= Henry Dwight Stratton =

Henry Stratton, brother-in-law of John Bryant, co-founder of the school

Henry Dwight Stratton (1824–1867) was an author and co-founder and namesake of Bryant & Stratton College.

Henry Dwight Stratton was born on August 24, 1824, in Amherst, Ohio, and attended the public schools in Amherst and then attended Oberlin College. He married Parmella Bryant in 1854 in Cleveland in a double wedding ceremony with his sister and brother-in-law Henry B. Bryant. The wedding was officiated by Dr. Charles Finney, a Protestant minister who was the president of Oberlin College. Along with his brothers-in-law, John Collins Bryant, and Henry Beadman Bryant, Stratton graduated from Folsom Business College in Cleveland, Ohio.

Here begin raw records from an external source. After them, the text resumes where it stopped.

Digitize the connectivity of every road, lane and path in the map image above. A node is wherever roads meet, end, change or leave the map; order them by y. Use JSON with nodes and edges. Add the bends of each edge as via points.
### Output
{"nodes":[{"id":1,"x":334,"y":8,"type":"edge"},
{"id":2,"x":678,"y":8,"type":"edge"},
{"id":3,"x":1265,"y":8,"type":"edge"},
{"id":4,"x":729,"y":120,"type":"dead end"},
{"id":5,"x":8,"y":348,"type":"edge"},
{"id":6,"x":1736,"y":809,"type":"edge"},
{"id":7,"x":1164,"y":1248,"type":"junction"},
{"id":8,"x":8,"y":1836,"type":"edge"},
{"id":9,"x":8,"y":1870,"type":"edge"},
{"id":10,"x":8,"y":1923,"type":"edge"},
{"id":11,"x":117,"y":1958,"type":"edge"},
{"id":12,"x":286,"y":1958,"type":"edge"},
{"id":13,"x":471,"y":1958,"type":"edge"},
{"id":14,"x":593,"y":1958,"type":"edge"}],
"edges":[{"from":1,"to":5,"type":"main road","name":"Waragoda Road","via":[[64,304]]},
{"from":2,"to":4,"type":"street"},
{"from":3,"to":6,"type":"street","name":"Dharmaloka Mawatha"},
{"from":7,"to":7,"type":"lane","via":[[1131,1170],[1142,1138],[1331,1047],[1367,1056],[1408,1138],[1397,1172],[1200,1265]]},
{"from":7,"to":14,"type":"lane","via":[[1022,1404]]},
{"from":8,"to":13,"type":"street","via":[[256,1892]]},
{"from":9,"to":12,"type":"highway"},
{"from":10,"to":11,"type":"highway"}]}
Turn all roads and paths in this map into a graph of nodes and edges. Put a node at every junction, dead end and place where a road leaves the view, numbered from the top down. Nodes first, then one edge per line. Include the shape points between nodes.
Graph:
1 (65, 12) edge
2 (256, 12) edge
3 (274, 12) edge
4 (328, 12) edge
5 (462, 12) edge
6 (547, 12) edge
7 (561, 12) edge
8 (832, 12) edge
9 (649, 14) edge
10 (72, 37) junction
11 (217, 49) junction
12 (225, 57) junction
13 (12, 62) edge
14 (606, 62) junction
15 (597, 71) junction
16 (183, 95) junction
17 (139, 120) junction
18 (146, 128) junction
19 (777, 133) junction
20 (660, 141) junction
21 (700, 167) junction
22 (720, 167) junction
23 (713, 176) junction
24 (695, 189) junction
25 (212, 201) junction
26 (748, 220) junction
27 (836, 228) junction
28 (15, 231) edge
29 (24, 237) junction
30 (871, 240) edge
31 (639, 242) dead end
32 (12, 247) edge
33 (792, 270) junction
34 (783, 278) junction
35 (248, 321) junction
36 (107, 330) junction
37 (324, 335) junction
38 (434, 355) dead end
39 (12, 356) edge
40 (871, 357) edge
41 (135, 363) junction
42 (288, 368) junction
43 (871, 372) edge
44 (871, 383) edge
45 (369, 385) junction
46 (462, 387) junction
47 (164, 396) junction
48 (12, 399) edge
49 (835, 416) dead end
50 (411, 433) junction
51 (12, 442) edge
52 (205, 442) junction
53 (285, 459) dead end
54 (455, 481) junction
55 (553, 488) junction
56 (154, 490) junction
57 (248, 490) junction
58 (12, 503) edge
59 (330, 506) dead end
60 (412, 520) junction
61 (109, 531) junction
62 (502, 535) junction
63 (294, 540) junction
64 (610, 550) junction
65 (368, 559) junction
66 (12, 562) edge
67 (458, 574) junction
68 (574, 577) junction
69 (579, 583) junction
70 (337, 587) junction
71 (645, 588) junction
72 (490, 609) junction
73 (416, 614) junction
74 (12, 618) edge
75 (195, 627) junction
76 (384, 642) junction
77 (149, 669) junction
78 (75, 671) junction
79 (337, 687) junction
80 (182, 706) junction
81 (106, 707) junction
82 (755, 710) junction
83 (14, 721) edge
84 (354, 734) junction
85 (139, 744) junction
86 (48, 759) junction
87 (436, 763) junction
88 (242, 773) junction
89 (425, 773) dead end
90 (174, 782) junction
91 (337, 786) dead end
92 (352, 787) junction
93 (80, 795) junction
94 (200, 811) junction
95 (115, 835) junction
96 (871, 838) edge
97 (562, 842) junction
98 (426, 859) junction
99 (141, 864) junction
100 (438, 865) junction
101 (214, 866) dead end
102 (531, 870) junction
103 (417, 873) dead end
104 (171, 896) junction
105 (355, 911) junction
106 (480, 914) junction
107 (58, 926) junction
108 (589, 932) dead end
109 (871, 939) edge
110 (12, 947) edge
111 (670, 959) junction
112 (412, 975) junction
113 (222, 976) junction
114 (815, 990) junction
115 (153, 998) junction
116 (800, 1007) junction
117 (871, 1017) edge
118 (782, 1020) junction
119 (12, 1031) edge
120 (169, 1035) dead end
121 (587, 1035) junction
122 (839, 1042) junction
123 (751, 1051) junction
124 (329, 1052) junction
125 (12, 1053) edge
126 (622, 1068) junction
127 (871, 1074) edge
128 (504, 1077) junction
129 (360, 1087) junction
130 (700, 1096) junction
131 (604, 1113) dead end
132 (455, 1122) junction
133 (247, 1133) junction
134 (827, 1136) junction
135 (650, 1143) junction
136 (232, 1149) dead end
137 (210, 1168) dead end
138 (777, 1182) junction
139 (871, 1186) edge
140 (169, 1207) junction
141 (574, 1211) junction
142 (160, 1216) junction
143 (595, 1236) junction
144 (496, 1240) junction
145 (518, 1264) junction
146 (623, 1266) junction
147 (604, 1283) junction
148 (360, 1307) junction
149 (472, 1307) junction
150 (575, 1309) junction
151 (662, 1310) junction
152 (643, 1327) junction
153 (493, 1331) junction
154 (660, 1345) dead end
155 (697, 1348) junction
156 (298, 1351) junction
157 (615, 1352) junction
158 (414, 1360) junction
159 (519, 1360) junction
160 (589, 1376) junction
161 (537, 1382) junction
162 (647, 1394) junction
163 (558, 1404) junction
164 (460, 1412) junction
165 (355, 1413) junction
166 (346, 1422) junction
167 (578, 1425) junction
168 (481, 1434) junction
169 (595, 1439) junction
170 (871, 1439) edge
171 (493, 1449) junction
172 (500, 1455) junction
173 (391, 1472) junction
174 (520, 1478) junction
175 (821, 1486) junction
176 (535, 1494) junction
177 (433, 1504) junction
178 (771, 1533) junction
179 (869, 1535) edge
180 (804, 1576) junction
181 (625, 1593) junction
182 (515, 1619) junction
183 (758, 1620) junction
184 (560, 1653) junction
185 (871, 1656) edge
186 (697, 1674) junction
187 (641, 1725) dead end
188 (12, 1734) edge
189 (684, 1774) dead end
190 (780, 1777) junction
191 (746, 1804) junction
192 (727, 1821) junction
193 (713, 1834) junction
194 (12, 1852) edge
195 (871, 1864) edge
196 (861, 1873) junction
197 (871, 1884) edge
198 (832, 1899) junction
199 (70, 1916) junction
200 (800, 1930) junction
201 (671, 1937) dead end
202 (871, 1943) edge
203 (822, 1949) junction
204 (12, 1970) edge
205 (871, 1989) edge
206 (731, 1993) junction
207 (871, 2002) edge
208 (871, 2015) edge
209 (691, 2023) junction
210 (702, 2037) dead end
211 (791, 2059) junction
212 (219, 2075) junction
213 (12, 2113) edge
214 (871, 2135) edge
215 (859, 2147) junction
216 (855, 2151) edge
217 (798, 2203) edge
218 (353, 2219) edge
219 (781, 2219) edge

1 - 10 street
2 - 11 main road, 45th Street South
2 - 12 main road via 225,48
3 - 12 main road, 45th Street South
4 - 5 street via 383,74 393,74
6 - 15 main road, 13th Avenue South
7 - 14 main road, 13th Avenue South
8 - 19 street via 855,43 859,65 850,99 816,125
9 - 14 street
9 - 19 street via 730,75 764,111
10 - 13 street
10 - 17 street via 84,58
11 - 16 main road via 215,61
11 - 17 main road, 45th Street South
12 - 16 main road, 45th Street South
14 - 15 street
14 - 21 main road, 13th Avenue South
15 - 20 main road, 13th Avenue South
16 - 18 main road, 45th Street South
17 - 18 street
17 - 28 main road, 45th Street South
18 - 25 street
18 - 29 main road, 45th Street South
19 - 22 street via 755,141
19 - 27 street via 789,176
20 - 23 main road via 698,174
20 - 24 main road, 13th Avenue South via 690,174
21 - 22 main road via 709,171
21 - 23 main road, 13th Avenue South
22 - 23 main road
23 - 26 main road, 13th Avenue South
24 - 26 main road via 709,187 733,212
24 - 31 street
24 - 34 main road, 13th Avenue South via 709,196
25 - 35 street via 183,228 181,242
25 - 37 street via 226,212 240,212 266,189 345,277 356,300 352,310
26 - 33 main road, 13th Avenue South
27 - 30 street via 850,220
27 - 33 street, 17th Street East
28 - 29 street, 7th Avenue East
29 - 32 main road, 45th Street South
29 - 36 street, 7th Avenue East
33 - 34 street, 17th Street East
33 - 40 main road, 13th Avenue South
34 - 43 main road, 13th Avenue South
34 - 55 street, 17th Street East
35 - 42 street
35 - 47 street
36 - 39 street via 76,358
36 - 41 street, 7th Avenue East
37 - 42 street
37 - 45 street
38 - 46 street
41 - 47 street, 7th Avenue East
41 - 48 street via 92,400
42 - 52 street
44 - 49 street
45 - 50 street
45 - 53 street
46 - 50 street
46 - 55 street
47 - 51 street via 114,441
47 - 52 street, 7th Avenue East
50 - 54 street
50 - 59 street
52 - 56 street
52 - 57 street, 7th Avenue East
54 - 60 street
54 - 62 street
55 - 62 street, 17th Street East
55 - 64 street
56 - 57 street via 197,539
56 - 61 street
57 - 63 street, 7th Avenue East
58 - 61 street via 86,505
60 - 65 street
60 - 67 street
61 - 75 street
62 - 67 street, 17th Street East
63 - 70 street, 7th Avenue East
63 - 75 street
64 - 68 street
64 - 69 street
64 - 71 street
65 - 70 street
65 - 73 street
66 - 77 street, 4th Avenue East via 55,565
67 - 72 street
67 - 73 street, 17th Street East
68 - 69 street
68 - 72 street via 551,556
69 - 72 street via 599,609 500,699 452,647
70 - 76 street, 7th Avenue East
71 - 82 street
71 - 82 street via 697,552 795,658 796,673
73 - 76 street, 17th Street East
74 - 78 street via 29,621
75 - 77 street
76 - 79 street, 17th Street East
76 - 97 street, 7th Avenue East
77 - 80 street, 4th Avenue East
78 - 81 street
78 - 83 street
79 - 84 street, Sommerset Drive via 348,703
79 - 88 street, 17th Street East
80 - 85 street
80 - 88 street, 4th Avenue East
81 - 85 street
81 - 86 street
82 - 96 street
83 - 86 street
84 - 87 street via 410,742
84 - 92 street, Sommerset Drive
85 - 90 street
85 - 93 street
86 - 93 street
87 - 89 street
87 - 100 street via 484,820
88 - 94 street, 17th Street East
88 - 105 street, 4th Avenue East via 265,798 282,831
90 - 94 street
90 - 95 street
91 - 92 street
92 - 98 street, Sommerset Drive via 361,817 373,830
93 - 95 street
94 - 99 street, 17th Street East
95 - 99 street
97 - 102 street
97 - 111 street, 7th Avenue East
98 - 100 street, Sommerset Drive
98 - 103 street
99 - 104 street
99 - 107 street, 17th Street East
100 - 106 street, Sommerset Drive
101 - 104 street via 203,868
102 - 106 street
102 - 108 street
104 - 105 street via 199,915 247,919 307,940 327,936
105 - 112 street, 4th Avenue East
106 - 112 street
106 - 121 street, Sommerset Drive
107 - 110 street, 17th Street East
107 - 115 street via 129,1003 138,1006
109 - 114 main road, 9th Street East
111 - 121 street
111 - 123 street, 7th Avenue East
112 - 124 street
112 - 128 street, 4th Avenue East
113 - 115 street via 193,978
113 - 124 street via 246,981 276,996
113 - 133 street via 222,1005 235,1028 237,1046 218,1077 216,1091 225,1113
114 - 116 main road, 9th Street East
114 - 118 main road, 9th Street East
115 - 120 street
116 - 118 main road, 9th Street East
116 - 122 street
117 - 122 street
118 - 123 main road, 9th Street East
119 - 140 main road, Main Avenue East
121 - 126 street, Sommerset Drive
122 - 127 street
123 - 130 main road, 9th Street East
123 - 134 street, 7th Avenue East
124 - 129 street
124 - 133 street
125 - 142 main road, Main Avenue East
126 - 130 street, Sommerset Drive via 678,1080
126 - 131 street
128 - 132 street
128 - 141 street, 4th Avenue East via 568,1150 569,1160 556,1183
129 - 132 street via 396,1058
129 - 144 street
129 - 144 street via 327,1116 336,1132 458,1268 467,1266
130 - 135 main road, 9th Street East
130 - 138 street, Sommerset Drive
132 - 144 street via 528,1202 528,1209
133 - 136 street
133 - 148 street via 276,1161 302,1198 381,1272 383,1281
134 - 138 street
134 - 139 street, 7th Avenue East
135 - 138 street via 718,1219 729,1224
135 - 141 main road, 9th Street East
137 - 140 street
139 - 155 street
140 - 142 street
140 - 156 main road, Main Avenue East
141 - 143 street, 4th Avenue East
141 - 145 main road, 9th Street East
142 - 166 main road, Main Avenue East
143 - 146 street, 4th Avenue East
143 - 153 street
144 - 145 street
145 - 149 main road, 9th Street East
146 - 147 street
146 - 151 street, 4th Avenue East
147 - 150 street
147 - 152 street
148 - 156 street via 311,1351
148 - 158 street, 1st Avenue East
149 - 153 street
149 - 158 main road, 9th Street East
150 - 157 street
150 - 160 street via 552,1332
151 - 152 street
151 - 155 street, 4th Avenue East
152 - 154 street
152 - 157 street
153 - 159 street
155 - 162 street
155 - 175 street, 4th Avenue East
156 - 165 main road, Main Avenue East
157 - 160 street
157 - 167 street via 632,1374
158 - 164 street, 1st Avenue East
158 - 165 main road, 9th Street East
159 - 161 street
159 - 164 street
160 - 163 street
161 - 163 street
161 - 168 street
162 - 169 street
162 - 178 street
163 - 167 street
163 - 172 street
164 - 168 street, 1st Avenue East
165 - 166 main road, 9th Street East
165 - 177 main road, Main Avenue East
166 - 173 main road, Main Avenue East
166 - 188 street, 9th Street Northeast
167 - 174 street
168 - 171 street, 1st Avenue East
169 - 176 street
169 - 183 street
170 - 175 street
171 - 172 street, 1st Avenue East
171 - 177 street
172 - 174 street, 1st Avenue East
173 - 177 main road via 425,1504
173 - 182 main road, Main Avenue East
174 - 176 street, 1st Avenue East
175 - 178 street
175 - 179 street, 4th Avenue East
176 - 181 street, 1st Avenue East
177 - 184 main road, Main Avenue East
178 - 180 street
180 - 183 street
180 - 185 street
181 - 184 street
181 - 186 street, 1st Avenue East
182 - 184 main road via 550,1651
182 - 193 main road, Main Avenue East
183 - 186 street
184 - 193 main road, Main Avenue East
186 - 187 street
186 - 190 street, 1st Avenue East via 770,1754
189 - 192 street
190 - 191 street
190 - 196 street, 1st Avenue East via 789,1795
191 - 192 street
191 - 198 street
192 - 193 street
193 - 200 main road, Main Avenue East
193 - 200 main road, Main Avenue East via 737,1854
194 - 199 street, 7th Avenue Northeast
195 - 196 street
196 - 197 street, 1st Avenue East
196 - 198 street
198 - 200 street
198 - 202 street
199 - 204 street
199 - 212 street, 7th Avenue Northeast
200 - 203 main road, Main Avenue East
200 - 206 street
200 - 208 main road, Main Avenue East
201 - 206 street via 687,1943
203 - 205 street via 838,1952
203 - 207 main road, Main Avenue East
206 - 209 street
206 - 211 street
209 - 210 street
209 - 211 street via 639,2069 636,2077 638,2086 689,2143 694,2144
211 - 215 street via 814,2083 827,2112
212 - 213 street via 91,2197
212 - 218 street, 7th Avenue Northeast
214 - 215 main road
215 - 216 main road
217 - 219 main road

The trio later purchased the school from the owner, Ezekiel G. Folsom, who founded his school in 1848. Bryant & Stratton College was officially organized in 1854 to provide practical workplace education, and was formerly known as Bryant and Stratton Business Institute. In addition to purchasing the Cleveland school, Bryant and Stratton established a number of business schools that operated under the name of Bryant & Stratton & Co's chain of International Commercial Colleges in most major US cities. By 1864 as many as 50 schools existed. Stratton died on February 20, 1867, in New York City.